Sunday, March 04, 2007

Cloak and Dagger

The Jamestown Foundation describes the process through which the jihad in Indonesia and the Philippines coordinate by following the actual travels of JI's Abdullah Sunata. Sunta was a middle level Jihadi ostensibly recruited as a liason man. He traveled to the Philippines on the orders of his cell over a commercial ferry route that had ironically been created by Malaysia and the Philippines to foster goodwill and trade between them. His initial trip came after the Bali bombing made Indonesia too hot for two JI ringleaders, Dulmatin and Umar Patek. Both hit on the idea of hiding out in Mindanao -- and perhaps training and recruiting some personnel there into the bargain. To help things along, they needed the services of a trusted man, Abdullah Sunata, who had to be instructed on how to cross borders.


Dulmatin and Umar informed Sunata that they were planning to go to Mindanao—an island in the Philippines that acts as a staging ground for ASG—to hide from Indonesian authorities and that they wanted to solicit Sunata's assistance in convincing or persuading Arnold, alias Arham, a Darul Islam member who had been working closely with JI, to serve as their guide

Sunata learned that the easiest way to get to the Mindanao was not by any cloak and dagger method, but by the simple expedient of taking a ferry from Malaysia to the Philippines. He was taken from Jakarata to Tawau in Malaysia. Then from Tawau, a small town in Malaysia, the Jihadi went to tiny port of Bongao in Tawi-tawi, the Philippines. It was legal border crossing in the least lightly defended of borders. "In an interview in 2006, Sunata said he considered the route via Bongao as the safest and most convenient for undocumented foreigners who wanted to go to Mindanao. He noted that there were only a few patrol boats along the way and there were no immigration authorities at the different ports of destination. Likewise, there are many islets scattered across the sea where crews of small boats carrying illegal aliens to Tawi-Tawi from Sabah and vise-versa can hide the passengers if patrol boats suddenly appear along the route."

Ironically, this particular infiltration route was opened by none other than Philippine President Gloria Macapagal Arroyo who hailed the ferry as part a new chapter in the economic development of the area. It will be the first of many new links between Malaysia and Southern Mindanao, all of which will can be potential routes across which the Jihad can coordinate between Indonesia, Malaysia and the Philippines.

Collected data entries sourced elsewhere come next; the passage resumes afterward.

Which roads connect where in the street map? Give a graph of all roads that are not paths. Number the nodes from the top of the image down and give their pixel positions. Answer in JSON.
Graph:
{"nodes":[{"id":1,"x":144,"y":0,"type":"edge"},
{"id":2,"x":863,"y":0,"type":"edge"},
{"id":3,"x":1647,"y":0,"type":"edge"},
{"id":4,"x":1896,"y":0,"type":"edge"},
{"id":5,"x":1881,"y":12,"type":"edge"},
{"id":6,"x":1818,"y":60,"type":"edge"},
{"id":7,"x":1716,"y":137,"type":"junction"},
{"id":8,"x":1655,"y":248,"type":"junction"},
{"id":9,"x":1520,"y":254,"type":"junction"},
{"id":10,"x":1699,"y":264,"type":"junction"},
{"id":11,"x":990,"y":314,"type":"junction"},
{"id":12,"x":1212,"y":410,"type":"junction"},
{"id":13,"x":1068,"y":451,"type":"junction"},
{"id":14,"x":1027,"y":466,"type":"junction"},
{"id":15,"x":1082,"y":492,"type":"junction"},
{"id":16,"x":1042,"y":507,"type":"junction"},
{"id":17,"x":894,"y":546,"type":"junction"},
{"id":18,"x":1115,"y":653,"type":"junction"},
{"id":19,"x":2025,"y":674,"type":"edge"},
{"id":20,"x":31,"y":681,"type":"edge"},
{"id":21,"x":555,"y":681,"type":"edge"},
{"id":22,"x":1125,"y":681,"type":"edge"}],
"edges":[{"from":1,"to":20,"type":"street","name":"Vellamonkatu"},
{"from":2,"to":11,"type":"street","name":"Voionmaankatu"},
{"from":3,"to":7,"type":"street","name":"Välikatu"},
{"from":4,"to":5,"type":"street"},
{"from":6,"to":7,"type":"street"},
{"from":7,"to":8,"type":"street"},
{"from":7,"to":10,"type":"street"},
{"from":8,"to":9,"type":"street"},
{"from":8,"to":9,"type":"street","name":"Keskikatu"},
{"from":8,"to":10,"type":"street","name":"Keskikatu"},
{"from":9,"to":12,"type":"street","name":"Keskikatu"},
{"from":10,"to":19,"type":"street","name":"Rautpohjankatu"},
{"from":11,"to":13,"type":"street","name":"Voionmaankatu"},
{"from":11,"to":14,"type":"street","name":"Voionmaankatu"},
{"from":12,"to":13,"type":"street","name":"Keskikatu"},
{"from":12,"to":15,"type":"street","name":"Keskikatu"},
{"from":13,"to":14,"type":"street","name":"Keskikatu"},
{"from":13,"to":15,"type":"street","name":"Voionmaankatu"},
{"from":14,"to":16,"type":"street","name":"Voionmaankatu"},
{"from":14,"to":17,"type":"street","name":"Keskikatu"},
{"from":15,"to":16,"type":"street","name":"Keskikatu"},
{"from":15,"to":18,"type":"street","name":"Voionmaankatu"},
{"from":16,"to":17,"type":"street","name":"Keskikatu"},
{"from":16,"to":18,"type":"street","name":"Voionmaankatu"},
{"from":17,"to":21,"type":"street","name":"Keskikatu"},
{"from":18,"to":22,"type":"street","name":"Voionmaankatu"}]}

A new sea route that will directly link Mindanao to Sabah, Malaysia was opened recently amidst renewed optimism in the Brunei-Indonesia-Malaysia-the Philippines-East ASEAN Growth Area (BIMP-EAGA), the Mindanao Economic Development Council (MEDCo) announced. ...

In her state visit to Malaysia last month, President Arroyo met with Malaysian Prime Minister Mahathir Mohammad and they agreed to fully support the revival of BIMP-EAGA consistent with the ASEAN initiative to link more closely its less developed regions with more economically progressive areas of ASEAN.

To achieve such goal, both leaders agreed to strengthen the transportation linkages in these areas. They also discussed the resumption of direct flights from Kota Kinabalu to Davao as well as improvement of port facilities in Zamboanga to support existing ferry services between Zamboanga and Sandakan.

Money for the Sunata's passage was provided by a mysterious Arab benefactor who met the jihadi in restaurants before stuffing his pockets with money.  In this case "the Arab was a personal contact and friend of Faiz [a Sunata contact], whom Faiz had met while he was in Saudi Arabia taking Arabic studies." The main course was the money.

They set up a meeting at Hadramut Restaurant in Jakarta. Their first meeting did not last long as they could hardly understand each other. After exchanging pleasantries, Mohammad handed him 50 million rupiah (a little more than US$5,000) after which they left the restaurant one after the other. ... In June of that same year, another cash donation, amounting to 60 million rupiah (almost US$6,500) was delivered to Sunata in the same fashion as the first—at the same restaurant in Jakarta by Abu Mohammad.

Upon reaching Cotabato, in Central Mindanao, Sunata was received as the personal house guest of a commander of a Moro group which was peace partner of the Philippine government. Sunata stayed with "a local Moro Islamic Liberation Front (MILF) leader whom he knew as Abu Badrin (Badruddin). Patek introduced Badrin to Sunata as his long time friend. According to Sunata, he stayed in the home of Abu Badrin while he was in Pawas." But apparently Umar Patek did not tell Sunata the whole story because when Sunata arrived, there were already other Indonesians present in the camp, with whom he did not -- or was not allowed to communicate with.

Commentary

The Jamestown Foundation article provides a snapshot into how an infiltration is actually performed. It probably happens dozens of times a month over small, unnoticed border crossings. But even if passport controls were introduced on ferries, a man like Sunata could no doubt have been transported by a fast, motorized outrigger across the sea frontier with little opposition from the authorities. The pirates and smugglers of the area know how to thread their way across the shoal water and coral reefs, immune from pursuit by deeper draft naval vessels. The handouts at restaurants from an "Arab benefactor" one met in schooldays who is mysteriously always around for dinners in Jakarta recalls the stories I heard about the cash disbursements being made backstage at performances by visiting Russian cultural troupes to members of the Philippine Communist Party during the 1980s. It is money given by a handler to an agent under thin cover. The Third World Left was always going on about their nationalism but never objected to being paid agents of the KGB. Guess it isn't wrong to sell out their country, for so long as the buyers were from China, North Korea and the Soviet Union. This low-tech method of funding agent networks is still apparently being used by persons from the Middle East. If you think about it, this is a case of the foreign subversion of another country. But of course, the press will hardly see it that way. There can never be "foreign subversion" in the Philippines simply because the masterminds are merely (said to be) from Saudi Arabia. No Americans involved, so no foul. After all you always hear about America invading Iraq, but you'll never hear about the invasion from Iran even though the press describes it every single day. And so it goes.

2 Comments:

Blogger buck smith said...

"No Americans involved, so no foul."

Wretchard, that's a good joke! So true!

3/04/2007 07:41:00 PM  
Blogger 3Case said...

I'm having a hard time understanding how Junata is "midlevel".